• _EXERCISE GOAL_
Go through the data and retrieve each line that includes the string "hand".

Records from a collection
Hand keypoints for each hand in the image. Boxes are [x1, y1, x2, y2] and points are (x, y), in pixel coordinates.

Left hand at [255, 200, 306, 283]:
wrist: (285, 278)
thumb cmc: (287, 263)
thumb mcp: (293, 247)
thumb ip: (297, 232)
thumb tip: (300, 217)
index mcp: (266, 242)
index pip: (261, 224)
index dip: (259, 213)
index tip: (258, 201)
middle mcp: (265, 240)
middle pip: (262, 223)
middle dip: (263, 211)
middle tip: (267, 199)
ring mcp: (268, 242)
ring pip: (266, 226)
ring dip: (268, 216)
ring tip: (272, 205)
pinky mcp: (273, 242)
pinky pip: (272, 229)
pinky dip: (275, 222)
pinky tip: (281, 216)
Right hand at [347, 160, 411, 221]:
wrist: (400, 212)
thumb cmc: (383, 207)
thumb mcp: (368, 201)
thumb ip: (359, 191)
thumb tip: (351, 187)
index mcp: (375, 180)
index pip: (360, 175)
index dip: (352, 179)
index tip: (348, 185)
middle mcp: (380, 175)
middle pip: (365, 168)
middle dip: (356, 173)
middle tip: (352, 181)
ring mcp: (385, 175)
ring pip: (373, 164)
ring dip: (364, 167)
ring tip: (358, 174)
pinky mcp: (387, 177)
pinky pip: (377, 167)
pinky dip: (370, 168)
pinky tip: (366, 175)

• _REPLY TO THE TASK_
Hand keypoints for each hand in the image. Boxes are [x1, y1, x2, y2] and points are (x, y), in pixel coordinates.
Left hand at [255, 200, 306, 283]:
Right hand at [347, 160, 411, 221]:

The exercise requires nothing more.